I would try running 3wpg at 8-9 hours a day...


----------



## Danio king (Feb 25, 2011)

alright il try that, i guess i can just take a bulb out of the fixture. should i scrape as much algae off as i can or just let it die off?


----------



## Mr. fish (Mar 8, 2011)

I would scrape as much as I could, throw in workforce of snails and let them do their job intill its manageable


----------



## Danio king (Feb 25, 2011)

yeah that was my plan, add some nerite snails and cherry shrimp. then about 10 otocinclus and let it run its coarse.


----------



## Corwin (May 23, 2010)

Dont get shrimp for algae eating, there isnt a species out there that is reliable as an algae eater when there is other food in the tank. However yes deffinitely look into nerite snails.


----------



## Danio king (Feb 25, 2011)

i know shrimps wont eat a lot of algae i have them in a bunch of my other tanks they do graze lightly on it though and il take any algae maintenance i can get.


----------



## Danio king (Feb 25, 2011)

i never intended to add actual fish to the tank other than the oto's and maybe a few serpae tetras anyway its mainly a shrimp tank.


----------



## Corwin (May 23, 2010)

ahh ok. Very cool, id like to see some pictures once you have the algae under control.


----------



## Mr. fish (Mar 8, 2011)

I second that...


----------



## Cichlid Man (Jan 19, 2005)

Using de-ironized water may be a quick solution to the problem if I doesn't clear up soon, as there is no nitrate or phosphate after treatment


----------



## Christine270 (Oct 13, 2010)

Otto cats are awesome for algae cleanup. They are so small that adding a large amount of them doesn't really affect your ecosystem & they do a good job. I only have a 10 gallon & I've had problems with algae build-up but I have 5 Otto's & they keep it quite clean.


----------



## girth vader (Apr 24, 2006)

First step- 72 blackout. Cover it completely with a blanket. Your fish will be fine with no food for 3 days

Second step-Lower your lighting until you set up your CO2. Once you have your CO2 up and running and your PH down below 7 you can run as much light as you want.... You control agae with CO2 and Mac and Mic nutients. I have had timers crap out and leave the lights on for days when on vacay and no algae when I got back... you will have to find the balance, may take some time and a few outbreaks but eventually you'll know how much to feed your plants. Dont dose Macs and Mics on the same day, dose each every other day and on day 7 no ferts, and a 50% H2o change. That's your reset button.....

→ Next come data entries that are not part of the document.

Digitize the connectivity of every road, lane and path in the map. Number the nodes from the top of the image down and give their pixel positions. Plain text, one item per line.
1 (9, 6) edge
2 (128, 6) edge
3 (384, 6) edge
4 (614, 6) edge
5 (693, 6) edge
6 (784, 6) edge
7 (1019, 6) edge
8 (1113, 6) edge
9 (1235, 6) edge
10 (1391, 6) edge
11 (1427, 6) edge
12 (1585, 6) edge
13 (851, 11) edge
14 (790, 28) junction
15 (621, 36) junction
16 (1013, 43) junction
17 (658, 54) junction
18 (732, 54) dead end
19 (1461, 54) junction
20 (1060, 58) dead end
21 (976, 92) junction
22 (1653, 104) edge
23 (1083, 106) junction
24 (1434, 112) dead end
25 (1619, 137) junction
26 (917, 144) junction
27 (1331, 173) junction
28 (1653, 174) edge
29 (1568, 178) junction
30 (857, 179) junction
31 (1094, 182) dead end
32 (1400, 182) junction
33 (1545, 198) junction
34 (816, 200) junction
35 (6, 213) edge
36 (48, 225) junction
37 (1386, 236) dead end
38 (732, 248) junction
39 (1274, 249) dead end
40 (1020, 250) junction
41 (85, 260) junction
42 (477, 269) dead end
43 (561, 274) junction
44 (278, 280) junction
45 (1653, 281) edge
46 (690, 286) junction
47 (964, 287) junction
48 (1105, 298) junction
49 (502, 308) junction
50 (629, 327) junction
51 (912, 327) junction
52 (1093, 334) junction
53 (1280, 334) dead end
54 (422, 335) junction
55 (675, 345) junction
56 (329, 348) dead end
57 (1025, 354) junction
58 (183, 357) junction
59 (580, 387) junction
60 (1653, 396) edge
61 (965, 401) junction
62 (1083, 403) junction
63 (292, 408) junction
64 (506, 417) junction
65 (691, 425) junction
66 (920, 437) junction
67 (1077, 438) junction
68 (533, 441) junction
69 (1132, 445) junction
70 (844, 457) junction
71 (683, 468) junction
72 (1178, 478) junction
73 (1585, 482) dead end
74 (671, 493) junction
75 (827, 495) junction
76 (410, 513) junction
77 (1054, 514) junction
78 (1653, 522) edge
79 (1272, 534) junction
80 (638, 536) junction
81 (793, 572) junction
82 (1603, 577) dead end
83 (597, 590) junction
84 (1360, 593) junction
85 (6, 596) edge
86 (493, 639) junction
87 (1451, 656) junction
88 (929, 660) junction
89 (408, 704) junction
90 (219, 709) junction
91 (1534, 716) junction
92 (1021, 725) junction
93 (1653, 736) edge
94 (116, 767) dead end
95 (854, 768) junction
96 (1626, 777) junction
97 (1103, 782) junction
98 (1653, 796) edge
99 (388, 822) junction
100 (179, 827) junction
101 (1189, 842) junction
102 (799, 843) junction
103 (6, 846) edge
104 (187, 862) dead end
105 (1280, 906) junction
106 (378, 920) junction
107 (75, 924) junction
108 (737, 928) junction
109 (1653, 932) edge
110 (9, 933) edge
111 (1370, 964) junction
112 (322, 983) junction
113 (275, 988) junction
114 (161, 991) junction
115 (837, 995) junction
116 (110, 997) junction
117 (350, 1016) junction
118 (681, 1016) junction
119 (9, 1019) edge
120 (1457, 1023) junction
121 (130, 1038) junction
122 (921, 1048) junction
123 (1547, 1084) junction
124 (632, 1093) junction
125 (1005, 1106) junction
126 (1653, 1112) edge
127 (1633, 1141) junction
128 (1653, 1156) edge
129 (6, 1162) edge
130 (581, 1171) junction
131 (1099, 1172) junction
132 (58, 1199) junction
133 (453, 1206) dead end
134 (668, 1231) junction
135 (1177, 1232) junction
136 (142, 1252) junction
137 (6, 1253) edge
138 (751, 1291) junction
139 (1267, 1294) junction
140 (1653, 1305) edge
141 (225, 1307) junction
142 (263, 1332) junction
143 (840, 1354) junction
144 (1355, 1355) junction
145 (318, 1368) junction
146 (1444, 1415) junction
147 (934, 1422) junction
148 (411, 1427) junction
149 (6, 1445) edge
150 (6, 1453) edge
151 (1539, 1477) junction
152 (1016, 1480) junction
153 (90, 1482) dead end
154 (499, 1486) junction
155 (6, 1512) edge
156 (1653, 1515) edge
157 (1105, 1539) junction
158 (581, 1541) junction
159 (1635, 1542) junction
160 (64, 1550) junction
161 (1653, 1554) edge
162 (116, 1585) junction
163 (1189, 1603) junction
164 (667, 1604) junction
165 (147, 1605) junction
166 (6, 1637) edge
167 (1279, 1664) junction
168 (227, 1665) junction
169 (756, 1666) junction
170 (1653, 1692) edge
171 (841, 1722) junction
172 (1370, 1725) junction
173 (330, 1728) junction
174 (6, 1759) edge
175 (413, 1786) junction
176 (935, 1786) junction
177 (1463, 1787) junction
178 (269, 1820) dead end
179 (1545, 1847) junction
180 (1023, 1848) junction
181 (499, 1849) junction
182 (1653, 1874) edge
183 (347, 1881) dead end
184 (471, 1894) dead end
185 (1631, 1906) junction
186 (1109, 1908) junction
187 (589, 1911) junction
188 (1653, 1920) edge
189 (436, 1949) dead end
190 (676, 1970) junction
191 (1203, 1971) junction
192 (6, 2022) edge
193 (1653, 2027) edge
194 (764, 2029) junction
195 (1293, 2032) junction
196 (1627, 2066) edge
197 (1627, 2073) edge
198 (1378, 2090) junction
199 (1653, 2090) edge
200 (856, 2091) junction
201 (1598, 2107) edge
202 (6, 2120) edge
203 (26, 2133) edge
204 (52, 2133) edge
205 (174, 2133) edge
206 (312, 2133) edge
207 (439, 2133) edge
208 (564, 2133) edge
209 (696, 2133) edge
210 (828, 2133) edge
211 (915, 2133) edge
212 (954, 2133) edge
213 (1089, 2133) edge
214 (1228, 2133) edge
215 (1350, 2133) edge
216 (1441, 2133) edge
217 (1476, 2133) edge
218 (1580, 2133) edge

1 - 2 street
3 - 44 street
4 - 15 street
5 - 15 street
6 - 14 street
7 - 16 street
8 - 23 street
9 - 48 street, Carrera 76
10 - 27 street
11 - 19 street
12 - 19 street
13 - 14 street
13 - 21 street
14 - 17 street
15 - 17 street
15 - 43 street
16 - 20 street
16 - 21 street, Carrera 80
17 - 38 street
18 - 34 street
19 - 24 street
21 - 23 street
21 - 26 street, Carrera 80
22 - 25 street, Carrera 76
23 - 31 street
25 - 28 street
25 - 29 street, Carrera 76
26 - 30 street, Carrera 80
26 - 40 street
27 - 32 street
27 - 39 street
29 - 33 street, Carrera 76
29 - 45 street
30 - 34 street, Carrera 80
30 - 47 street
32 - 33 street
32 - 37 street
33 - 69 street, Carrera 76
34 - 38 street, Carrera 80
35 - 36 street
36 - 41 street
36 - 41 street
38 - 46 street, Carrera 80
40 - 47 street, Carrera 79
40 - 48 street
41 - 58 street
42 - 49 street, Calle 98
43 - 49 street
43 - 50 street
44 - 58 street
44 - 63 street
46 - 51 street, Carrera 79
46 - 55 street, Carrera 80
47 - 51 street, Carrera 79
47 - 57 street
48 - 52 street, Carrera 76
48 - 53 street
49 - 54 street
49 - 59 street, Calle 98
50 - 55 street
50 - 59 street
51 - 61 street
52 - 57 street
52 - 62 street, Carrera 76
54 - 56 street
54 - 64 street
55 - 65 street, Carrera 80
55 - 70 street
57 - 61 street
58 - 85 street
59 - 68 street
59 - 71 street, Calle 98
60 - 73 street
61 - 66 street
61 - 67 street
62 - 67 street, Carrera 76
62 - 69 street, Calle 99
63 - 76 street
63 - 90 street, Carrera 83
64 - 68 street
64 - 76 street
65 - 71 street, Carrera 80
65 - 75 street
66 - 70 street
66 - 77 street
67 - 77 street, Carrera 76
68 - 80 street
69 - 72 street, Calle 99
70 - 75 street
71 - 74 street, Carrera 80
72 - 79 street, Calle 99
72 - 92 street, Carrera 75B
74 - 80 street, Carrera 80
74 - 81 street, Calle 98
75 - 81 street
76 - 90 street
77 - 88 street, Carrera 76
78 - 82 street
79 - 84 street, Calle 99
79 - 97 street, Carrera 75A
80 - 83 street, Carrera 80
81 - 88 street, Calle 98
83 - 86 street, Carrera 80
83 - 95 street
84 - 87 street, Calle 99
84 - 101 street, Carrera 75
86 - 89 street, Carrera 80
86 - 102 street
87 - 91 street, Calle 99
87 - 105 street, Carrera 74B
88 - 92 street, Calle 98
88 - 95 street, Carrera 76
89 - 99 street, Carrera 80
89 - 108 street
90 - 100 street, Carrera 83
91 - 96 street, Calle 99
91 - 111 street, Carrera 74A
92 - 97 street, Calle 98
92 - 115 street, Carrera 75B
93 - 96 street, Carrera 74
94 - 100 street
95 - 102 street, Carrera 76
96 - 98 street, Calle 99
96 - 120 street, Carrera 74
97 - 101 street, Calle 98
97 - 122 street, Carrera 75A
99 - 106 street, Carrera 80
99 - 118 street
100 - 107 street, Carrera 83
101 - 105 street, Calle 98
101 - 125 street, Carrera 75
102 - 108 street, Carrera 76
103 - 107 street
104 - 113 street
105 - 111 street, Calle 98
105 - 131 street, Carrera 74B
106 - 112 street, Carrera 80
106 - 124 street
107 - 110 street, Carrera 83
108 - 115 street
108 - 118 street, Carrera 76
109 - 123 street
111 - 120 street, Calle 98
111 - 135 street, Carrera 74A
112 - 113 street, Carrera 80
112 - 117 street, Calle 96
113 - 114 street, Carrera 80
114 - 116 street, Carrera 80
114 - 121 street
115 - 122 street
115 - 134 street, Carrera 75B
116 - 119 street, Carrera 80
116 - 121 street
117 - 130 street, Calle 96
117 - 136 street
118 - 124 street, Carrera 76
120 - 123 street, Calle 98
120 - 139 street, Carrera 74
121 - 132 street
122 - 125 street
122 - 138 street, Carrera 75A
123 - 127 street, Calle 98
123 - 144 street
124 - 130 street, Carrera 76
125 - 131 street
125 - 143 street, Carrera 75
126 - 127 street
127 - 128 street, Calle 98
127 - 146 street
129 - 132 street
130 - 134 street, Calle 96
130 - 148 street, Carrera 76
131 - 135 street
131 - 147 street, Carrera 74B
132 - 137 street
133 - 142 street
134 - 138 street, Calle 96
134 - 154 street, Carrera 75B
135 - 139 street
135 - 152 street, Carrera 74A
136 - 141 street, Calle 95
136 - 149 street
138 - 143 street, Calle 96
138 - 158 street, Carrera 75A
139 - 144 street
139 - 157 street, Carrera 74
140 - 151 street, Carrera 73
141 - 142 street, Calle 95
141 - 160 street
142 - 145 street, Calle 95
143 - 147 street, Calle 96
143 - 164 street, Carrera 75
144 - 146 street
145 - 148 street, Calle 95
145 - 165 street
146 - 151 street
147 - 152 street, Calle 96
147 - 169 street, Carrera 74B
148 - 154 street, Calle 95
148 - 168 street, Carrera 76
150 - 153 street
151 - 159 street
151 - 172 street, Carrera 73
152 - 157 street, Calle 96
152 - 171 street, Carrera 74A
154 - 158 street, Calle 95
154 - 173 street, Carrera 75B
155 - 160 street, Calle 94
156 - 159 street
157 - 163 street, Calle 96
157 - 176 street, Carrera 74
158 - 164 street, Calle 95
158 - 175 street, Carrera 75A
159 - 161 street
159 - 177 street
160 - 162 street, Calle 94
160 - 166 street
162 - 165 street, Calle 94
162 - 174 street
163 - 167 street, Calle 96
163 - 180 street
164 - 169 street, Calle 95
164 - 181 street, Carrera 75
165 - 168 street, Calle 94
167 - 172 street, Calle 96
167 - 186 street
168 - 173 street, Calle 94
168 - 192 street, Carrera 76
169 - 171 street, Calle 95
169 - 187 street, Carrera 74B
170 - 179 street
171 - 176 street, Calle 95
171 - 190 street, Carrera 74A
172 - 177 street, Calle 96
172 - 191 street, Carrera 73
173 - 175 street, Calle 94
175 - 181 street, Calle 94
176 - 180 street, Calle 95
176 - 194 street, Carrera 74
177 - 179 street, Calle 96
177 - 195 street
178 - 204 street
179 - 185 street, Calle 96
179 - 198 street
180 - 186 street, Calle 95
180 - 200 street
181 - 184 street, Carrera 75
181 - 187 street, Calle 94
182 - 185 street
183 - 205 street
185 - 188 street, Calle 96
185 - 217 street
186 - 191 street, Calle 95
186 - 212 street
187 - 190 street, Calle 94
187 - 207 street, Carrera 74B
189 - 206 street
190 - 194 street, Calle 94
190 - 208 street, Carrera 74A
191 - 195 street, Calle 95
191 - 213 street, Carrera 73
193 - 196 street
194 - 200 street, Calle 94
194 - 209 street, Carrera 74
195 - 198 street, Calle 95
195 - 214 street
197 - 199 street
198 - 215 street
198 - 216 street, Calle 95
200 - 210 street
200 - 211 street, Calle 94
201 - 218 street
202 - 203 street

Don't use WPG, it's old and out dated and means squat. Use PUR for lighting.

Actually, read this, it's a good intro into lighting...
http://www.americanaquariumproducts.com/Aquarium_Lighting.html

Anyone getting into plants should read that article first. Then use your lighting knowledge and read up on dosing. I have followed Tom Barr for a couple decades and he's a great resource to use. His methods are cutting edge and produce some of the most fantastic tanks I've seen. And you can have in the tanks unlike Amano who kills more fish then pictures he produces.....

Cheers mang.


----------